Tive outro dia ocasião de lembrar
isto, quando Nossa Senhora pede sozinha uma coisa, ainda que seja sem o
concurso de nenhum santo, Ela obtém. Se todos os anjos e santos do céu
pedissem algo sozinhos, sem o concurso dEla, não obteriam. De tal maneira
o reinado dEla é um reinado completo e absoluto. E não há maior disparate
do querer pôr isto, sequer de longe, em dúvida. Pois bem, este é o
espírito da Revolução, este é o espírito do igualitarismo e esta é a raiz
do ateísmo. A raiz do ateísmo é ter ódio de que exista esse senhor
no céu, que domine em nós sobre nós, porque não pode haver em
nenhum lugar, nenhuma espécie de senhor.
Karl Marx disse isto muito bem,
ele chamava isto de alienação no sentido da palavra alienum.
Alienação era o ato pelo qual o homem cede uma parte de si mesmo, quer
dizer, cede o domínio sobre si mesmo, a um outro homem. Então, é alienação
que um patrão mande no emprego; é alienação que um pai mande no filho; é
alienação que o esposo mande na esposa; é alienação que o nobre mande no
plebeu; é alienação que o professor mande no aluno. Toda forma de
autoridade é uma alienação.
E ele dizia que uma das piores
alienações era a alienação que o homem praticava para com Deus. Que
Deus não existia, era um mito que o homem inventava para alienar-se. Mas
um mito ruim, porque o homem assim imaginava que estava alienado. E o que
deve haver não é a alienação, mas cada homem por si, ou melhor, cada homem
possuir-se a si próprio, ser inteiramente independente e não obedecer a
ninguém. Este é o ideal do marxismo, é o ideal da Revolução.

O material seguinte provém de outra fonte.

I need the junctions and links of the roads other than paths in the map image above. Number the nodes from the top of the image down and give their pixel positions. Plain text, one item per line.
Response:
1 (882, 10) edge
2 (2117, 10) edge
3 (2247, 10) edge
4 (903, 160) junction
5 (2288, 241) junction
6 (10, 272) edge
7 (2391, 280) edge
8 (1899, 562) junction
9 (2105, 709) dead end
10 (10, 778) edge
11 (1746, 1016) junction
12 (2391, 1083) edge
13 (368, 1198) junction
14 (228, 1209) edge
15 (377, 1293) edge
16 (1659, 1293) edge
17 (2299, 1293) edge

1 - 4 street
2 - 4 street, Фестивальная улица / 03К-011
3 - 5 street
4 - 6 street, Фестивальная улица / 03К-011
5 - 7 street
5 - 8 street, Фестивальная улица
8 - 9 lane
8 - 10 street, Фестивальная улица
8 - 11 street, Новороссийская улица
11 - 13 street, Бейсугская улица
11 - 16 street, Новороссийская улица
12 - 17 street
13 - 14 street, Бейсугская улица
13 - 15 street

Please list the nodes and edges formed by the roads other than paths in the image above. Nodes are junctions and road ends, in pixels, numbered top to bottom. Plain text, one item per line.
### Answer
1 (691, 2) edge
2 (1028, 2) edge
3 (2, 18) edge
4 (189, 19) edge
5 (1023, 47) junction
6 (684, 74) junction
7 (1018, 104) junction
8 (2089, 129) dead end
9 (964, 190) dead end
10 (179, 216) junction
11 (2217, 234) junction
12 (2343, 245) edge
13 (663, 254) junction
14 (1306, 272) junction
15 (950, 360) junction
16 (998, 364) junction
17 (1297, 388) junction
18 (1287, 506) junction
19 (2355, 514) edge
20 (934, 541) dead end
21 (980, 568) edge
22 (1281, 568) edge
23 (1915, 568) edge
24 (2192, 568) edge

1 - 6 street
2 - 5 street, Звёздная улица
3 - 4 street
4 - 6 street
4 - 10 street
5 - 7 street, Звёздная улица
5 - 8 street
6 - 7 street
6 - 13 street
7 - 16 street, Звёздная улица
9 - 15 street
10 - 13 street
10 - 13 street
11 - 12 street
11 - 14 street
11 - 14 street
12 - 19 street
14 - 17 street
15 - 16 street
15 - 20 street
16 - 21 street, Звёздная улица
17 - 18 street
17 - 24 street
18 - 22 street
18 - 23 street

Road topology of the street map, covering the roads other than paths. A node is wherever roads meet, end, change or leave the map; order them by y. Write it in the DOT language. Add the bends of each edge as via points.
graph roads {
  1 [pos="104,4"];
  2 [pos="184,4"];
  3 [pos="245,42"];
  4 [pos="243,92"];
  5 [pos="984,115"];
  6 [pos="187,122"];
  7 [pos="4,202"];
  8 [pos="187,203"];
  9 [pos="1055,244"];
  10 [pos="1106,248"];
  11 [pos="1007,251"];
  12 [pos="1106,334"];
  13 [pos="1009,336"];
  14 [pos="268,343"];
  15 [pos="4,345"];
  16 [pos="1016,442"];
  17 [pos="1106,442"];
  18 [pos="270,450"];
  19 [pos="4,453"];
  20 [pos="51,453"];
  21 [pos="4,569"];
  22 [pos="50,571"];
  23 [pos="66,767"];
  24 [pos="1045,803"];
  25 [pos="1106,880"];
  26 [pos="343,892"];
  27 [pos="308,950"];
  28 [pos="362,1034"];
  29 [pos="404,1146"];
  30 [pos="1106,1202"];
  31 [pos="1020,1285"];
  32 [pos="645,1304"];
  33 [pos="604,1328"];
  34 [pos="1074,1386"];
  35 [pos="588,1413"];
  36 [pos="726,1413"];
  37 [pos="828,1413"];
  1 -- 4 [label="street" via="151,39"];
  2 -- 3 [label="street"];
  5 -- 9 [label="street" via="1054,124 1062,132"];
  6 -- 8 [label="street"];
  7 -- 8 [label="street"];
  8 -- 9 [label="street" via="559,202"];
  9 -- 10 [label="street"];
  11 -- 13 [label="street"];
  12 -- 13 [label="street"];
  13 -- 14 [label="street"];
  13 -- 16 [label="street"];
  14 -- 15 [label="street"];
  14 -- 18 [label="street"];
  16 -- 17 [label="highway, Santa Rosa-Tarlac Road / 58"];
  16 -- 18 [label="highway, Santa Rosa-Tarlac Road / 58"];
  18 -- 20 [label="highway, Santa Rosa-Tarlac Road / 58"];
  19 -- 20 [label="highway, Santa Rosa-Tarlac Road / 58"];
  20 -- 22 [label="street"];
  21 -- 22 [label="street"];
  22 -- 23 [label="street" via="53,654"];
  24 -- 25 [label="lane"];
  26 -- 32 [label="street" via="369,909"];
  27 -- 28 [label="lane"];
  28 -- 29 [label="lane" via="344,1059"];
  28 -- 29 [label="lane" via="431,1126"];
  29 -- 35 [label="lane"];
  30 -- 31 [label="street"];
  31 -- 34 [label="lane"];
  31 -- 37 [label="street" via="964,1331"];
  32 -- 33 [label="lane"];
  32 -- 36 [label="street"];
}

O que devemos pedir aos santos
servitas? Se esses santos servitas do século XIII ressuscitassem hoje e
presenciassem essas abominações, e as vissem proferidas por lábios
católicos e amadas por corações católicos, o que eles diriam? Que
indignação teriam? Que censuras fariam, que réplicas? Devemos pedir a eles
que intervenham aqui na terra e que ajudem a acender uma verdadeira
devoção a Nossa Senhora entre os homens e com a devoção a Nossa Senhora, o
senso da hierarquia e o senso da Contra-Revolução. Deve ser esta nossa
intenção no dia de amanhã, que será o dia dos santos servitas.